[Input for this task]
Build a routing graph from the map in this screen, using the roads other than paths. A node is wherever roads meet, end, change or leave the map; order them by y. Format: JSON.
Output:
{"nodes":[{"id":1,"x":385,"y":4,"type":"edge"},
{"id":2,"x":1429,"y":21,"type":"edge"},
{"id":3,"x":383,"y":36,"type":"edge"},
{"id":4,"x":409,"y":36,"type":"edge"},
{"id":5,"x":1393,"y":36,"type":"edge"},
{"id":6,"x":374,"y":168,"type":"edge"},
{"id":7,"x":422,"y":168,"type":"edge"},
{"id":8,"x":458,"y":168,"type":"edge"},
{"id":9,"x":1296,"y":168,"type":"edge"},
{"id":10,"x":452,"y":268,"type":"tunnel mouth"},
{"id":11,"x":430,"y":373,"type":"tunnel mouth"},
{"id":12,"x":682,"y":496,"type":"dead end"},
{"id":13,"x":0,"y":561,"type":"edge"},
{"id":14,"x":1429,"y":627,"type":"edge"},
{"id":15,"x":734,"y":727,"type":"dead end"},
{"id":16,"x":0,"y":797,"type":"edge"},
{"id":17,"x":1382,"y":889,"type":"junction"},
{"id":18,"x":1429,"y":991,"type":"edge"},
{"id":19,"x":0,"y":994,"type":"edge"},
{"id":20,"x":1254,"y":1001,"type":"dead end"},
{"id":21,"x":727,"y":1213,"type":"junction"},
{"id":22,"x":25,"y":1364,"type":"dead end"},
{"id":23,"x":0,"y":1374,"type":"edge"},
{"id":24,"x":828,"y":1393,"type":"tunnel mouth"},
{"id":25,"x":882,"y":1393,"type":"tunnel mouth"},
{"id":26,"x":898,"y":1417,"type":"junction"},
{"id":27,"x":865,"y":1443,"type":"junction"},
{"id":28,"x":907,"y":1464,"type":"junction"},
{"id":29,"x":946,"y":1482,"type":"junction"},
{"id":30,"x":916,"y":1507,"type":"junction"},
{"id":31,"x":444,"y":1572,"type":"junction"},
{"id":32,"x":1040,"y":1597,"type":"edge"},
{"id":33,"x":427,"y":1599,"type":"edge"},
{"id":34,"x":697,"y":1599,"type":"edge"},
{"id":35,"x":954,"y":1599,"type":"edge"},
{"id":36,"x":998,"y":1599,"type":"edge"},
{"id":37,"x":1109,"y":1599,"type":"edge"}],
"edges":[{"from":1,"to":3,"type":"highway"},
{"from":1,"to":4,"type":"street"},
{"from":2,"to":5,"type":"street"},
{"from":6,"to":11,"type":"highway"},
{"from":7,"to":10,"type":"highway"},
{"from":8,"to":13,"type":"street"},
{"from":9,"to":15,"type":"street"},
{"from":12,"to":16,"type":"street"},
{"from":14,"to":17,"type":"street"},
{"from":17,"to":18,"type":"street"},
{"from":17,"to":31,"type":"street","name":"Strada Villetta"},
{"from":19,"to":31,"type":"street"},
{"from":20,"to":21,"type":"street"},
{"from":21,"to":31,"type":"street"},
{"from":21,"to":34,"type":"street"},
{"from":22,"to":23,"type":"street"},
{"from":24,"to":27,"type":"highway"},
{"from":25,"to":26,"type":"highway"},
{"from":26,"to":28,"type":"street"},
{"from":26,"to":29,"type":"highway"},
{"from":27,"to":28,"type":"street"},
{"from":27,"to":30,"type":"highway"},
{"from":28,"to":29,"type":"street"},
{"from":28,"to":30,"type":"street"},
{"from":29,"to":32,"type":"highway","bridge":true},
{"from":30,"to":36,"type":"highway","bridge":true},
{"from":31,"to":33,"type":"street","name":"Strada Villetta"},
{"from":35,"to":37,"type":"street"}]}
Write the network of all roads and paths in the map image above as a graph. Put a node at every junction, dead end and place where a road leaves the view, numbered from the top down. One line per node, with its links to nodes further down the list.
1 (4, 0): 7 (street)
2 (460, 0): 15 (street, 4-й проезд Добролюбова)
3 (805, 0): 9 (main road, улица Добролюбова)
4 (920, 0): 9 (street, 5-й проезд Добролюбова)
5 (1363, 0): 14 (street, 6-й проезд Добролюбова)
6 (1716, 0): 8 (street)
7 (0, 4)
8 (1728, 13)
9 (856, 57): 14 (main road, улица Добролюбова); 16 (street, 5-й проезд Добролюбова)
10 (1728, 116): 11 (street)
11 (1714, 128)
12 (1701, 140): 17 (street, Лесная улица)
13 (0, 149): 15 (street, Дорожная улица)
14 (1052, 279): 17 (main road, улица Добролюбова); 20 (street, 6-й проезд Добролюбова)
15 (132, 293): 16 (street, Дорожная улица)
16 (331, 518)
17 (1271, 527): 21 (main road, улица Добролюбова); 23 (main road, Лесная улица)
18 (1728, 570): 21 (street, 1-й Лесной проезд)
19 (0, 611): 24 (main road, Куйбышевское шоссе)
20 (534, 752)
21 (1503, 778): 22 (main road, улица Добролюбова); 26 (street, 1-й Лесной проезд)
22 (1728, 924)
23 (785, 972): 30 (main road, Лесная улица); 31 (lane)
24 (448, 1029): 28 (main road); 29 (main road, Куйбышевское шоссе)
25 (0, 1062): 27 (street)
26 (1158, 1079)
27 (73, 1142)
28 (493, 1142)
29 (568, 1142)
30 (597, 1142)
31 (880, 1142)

[How to complete this task]
Each record should be repeated in full, exactly as it is written.

[Output]
Build a routing graph from the map in this screen, using the roads other than paths. A node is wherever roads meet, end, change or leave the map; order them by y. Format: JSON.
Output:
{"nodes":[{"id":1,"x":385,"y":4,"type":"edge"},
{"id":2,"x":1429,"y":21,"type":"edge"},
{"id":3,"x":383,"y":36,"type":"edge"},
{"id":4,"x":409,"y":36,"type":"edge"},
{"id":5,"x":1393,"y":36,"type":"edge"},
{"id":6,"x":374,"y":168,"type":"edge"},
{"id":7,"x":422,"y":168,"type":"edge"},
{"id":8,"x":458,"y":168,"type":"edge"},
{"id":9,"x":1296,"y":168,"type":"edge"},
{"id":10,"x":452,"y":268,"type":"tunnel mouth"},
{"id":11,"x":430,"y":373,"type":"tunnel mouth"},
{"id":12,"x":682,"y":496,"type":"dead end"},
{"id":13,"x":0,"y":561,"type":"edge"},
{"id":14,"x":1429,"y":627,"type":"edge"},
{"id":15,"x":734,"y":727,"type":"dead end"},
{"id":16,"x":0,"y":797,"type":"edge"},
{"id":17,"x":1382,"y":889,"type":"junction"},
{"id":18,"x":1429,"y":991,"type":"edge"},
{"id":19,"x":0,"y":994,"type":"edge"},
{"id":20,"x":1254,"y":1001,"type":"dead end"},
{"id":21,"x":727,"y":1213,"type":"junction"},
{"id":22,"x":25,"y":1364,"type":"dead end"},
{"id":23,"x":0,"y":1374,"type":"edge"},
{"id":24,"x":828,"y":1393,"type":"tunnel mouth"},
{"id":25,"x":882,"y":1393,"type":"tunnel mouth"},
{"id":26,"x":898,"y":1417,"type":"junction"},
{"id":27,"x":865,"y":1443,"type":"junction"},
{"id":28,"x":907,"y":1464,"type":"junction"},
{"id":29,"x":946,"y":1482,"type":"junction"},
{"id":30,"x":916,"y":1507,"type":"junction"},
{"id":31,"x":444,"y":1572,"type":"junction"},
{"id":32,"x":1040,"y":1597,"type":"edge"},
{"id":33,"x":427,"y":1599,"type":"edge"},
{"id":34,"x":697,"y":1599,"type":"edge"},
{"id":35,"x":954,"y":1599,"type":"edge"},
{"id":36,"x":998,"y":1599,"type":"edge"},
{"id":37,"x":1109,"y":1599,"type":"edge"}],
"edges":[{"from":1,"to":3,"type":"highway"},
{"from":1,"to":4,"type":"street"},
{"from":2,"to":5,"type":"street"},
{"from":6,"to":11,"type":"highway"},
{"from":7,"to":10,"type":"highway"},
{"from":8,"to":13,"type":"street"},
{"from":9,"to":15,"type":"street"},
{"from":12,"to":16,"type":"street"},
{"from":14,"to":17,"type":"street"},
{"from":17,"to":18,"type":"street"},
{"from":17,"to":31,"type":"street","name":"Strada Villetta"},
{"from":19,"to":31,"type":"street"},
{"from":20,"to":21,"type":"street"},
{"from":21,"to":31,"type":"street"},
{"from":21,"to":34,"type":"street"},
{"from":22,"to":23,"type":"street"},
{"from":24,"to":27,"type":"highway"},
{"from":25,"to":26,"type":"highway"},
{"from":26,"to":28,"type":"street"},
{"from":26,"to":29,"type":"highway"},
{"from":27,"to":28,"type":"street"},
{"from":27,"to":30,"type":"highway"},
{"from":28,"to":29,"type":"street"},
{"from":28,"to":30,"type":"street"},
{"from":29,"to":32,"type":"highway","bridge":true},
{"from":30,"to":36,"type":"highway","bridge":true},
{"from":31,"to":33,"type":"street","name":"Strada Villetta"},
{"from":35,"to":37,"type":"street"}]}
Write the network of all roads and paths in the map image above as a graph. Put a node at every junction, dead end and place where a road leaves the view, numbered from the top down. One line per node, with its links to nodes further down the list.
1 (4, 0): 7 (street)
2 (460, 0): 15 (street, 4-й проезд Добролюбова)
3 (805, 0): 9 (main road, улица Добролюбова)
4 (920, 0): 9 (street, 5-й проезд Добролюбова)
5 (1363, 0): 14 (street, 6-й проезд Добролюбова)
6 (1716, 0): 8 (street)
7 (0, 4)
8 (1728, 13)
9 (856, 57): 14 (main road, улица Добролюбова); 16 (street, 5-й проезд Добролюбова)
10 (1728, 116): 11 (street)
11 (1714, 128)
12 (1701, 140): 17 (street, Лесная улица)
13 (0, 149): 15 (street, Дорожная улица)
14 (1052, 279): 17 (main road, улица Добролюбова); 20 (street, 6-й проезд Добролюбова)
15 (132, 293): 16 (street, Дорожная улица)
16 (331, 518)
17 (1271, 527): 21 (main road, улица Добролюбова); 23 (main road, Лесная улица)
18 (1728, 570): 21 (street, 1-й Лесной проезд)
19 (0, 611): 24 (main road, Куйбышевское шоссе)
20 (534, 752)
21 (1503, 778): 22 (main road, улица Добролюбова); 26 (street, 1-й Лесной проезд)
22 (1728, 924)
23 (785, 972): 30 (main road, Лесная улица); 31 (lane)
24 (448, 1029): 28 (main road); 29 (main road, Куйбышевское шоссе)
25 (0, 1062): 27 (street)
26 (1158, 1079)
27 (73, 1142)
28 (493, 1142)
29 (568, 1142)
30 (597, 1142)
31 (880, 1142)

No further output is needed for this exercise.